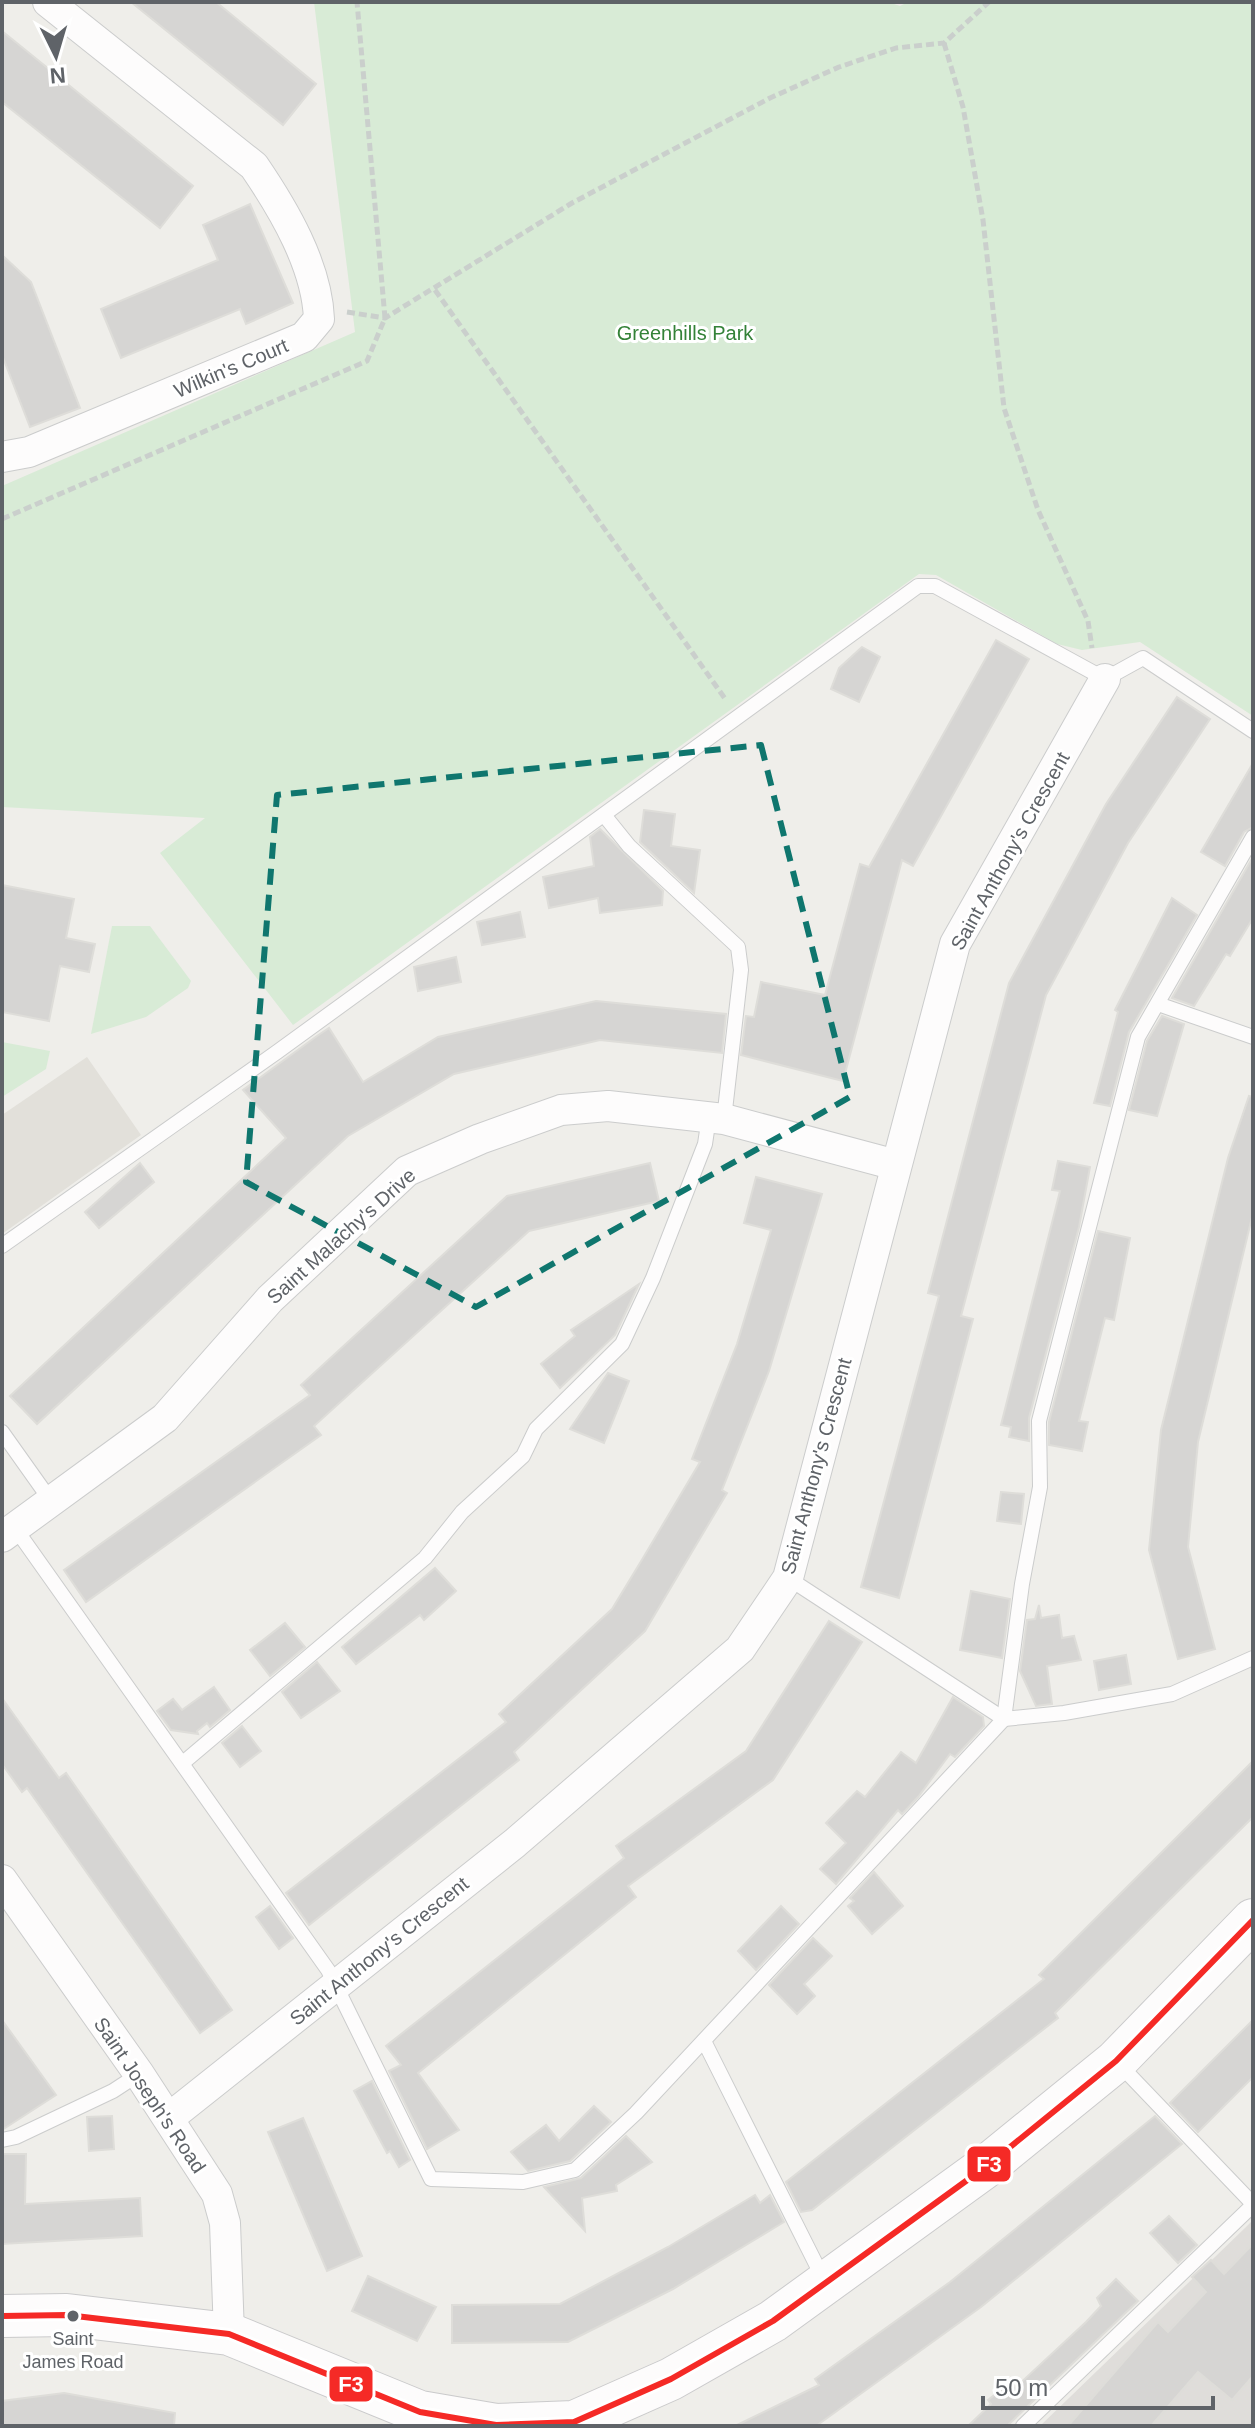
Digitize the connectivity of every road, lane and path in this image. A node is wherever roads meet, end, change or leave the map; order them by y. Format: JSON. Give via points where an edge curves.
{"nodes":[{"id":1,"x":48,"y":2,"type":"edge"},
{"id":2,"x":357,"y":2,"type":"edge"},
{"id":3,"x":989,"y":2,"type":"edge"},
{"id":4,"x":944,"y":43,"type":"junction"},
{"id":5,"x":435,"y":290,"type":"junction"},
{"id":6,"x":341,"y":312,"type":"dead end"},
{"id":7,"x":385,"y":318,"type":"junction"},
{"id":8,"x":2,"y":457,"type":"edge"},
{"id":9,"x":2,"y":519,"type":"edge"},
{"id":10,"x":1092,"y":648,"type":"dead end"},
{"id":11,"x":1105,"y":679,"type":"junction"},
{"id":12,"x":738,"y":717,"type":"junction"},
{"id":13,"x":1253,"y":731,"type":"edge"},
{"id":14,"x":604,"y":815,"type":"junction"},
{"id":15,"x":1253,"y":837,"type":"edge"},
{"id":16,"x":1158,"y":1004,"type":"junction"},
{"id":17,"x":1253,"y":1037,"type":"edge"},
{"id":18,"x":717,"y":1118,"type":"junction"},
{"id":19,"x":896,"y":1165,"type":"junction"},
{"id":20,"x":2,"y":1246,"type":"edge"},
{"id":21,"x":2,"y":1432,"type":"edge"},
{"id":22,"x":51,"y":1501,"type":"junction"},
{"id":23,"x":8,"y":1532,"type":"edge"},
{"id":24,"x":788,"y":1578,"type":"junction"},
{"id":25,"x":1253,"y":1658,"type":"edge"},
{"id":26,"x":1004,"y":1719,"type":"junction"},
{"id":27,"x":184,"y":1762,"type":"junction"},
{"id":28,"x":2,"y":1880,"type":"edge"},
{"id":29,"x":1253,"y":1920,"type":"edge"},
{"id":30,"x":335,"y":1986,"type":"junction"},
{"id":31,"x":704,"y":2041,"type":"junction"},
{"id":32,"x":1116,"y":2061,"type":"junction"},
{"id":33,"x":139,"y":2074,"type":"junction"},
{"id":34,"x":169,"y":2118,"type":"junction"},
{"id":35,"x":2,"y":2140,"type":"edge"},
{"id":36,"x":1253,"y":2205,"type":"edge"},
{"id":37,"x":826,"y":2284,"type":"junction"},
{"id":38,"x":2,"y":2316,"type":"edge"},
{"id":39,"x":229,"y":2334,"type":"junction"},
{"id":40,"x":496,"y":2425,"type":"edge"},
{"id":41,"x":1023,"y":2426,"type":"edge"}],
"edges":[{"from":1,"to":8,"type":"street","name":"Wilkin's Court","via":[[254,166],[277,198],[318,293],[319,319],[304,337],[29,452]]},
{"from":2,"to":7,"type":"path"},
{"from":3,"to":4,"type":"path"},
{"from":4,"to":5,"type":"path","via":[[896,48],[770,98],[572,203]]},
{"from":4,"to":10,"type":"path","via":[[963,107],[983,220],[1004,408],[1038,510],[1088,621]]},
{"from":5,"to":7,"type":"path"},
{"from":5,"to":12,"type":"path"},
{"from":6,"to":7,"type":"path"},
{"from":7,"to":9,"type":"path","via":[[367,361]]},
{"from":11,"to":12,"type":"lane","via":[[935,586],[918,586]]},
{"from":11,"to":13,"type":"lane","via":[[1143,658]]},
{"from":11,"to":19,"type":"street","name":"Saint Anthony's Crescent","via":[[955,944]]},
{"from":12,"to":14,"type":"lane"},
{"from":14,"to":18,"type":"lane","via":[[629,846],[738,947],[741,970]]},
{"from":14,"to":20,"type":"lane"},
{"from":15,"to":16,"type":"lane"},
{"from":16,"to":17,"type":"lane"},
{"from":16,"to":26,"type":"lane","via":[[1138,1037],[1039,1421],[1040,1487]]},
{"from":18,"to":19,"type":"street","name":"Saint Malachy's Drive"},
{"from":18,"to":22,"type":"street","name":"Saint Malachy's Drive","via":[[608,1106],[561,1110],[407,1171],[270,1299],[165,1418]]},
{"from":18,"to":27,"type":"lane","via":[[622,1344],[536,1429],[523,1456],[462,1512],[425,1558]]},
{"from":19,"to":24,"type":"street","name":"Saint Anthony's Crescent"},
{"from":21,"to":22,"type":"lane"},
{"from":22,"to":23,"type":"street","name":"Saint Malachy's Drive"},
{"from":23,"to":27,"type":"lane"},
{"from":24,"to":26,"type":"lane"},
{"from":24,"to":30,"type":"street","name":"Saint Anthony's Crescent","via":[[740,1649],[515,1843]]},
{"from":25,"to":26,"type":"lane","via":[[1172,1694]]},
{"from":26,"to":31,"type":"lane"},
{"from":27,"to":30,"type":"lane"},
{"from":28,"to":33,"type":"street","name":"Saint Joseph's Road"},
{"from":29,"to":32,"type":"street"},
{"from":30,"to":31,"type":"lane","via":[[419,2159],[431,2179],[447,2182],[523,2182],[575,2170]]},
{"from":30,"to":34,"type":"street","name":"Saint Anthony's Crescent"},
{"from":31,"to":37,"type":"lane"},
{"from":32,"to":36,"type":"lane"},
{"from":32,"to":37,"type":"street","via":[[988,2165]]},
{"from":33,"to":34,"type":"street","name":"Saint Joseph's Road"},
{"from":33,"to":35,"type":"lane","via":[[113,2091]]},
{"from":34,"to":39,"type":"street","name":"Saint Joseph's Road","via":[[217,2194],[225,2223]]},
{"from":36,"to":41,"type":"lane"},
{"from":37,"to":40,"type":"street","via":[[671,2379],[574,2422]]},
{"from":38,"to":39,"type":"street","via":[[67,2315]]},
{"from":39,"to":40,"type":"street","via":[[420,2412]]}]}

════

- **WHAT YOU NEED TO DO**: Scan the entries for the string "Crescent" and report only how many lines contain it.

- **SOLUTION FOR THIS PROBLEM**: 4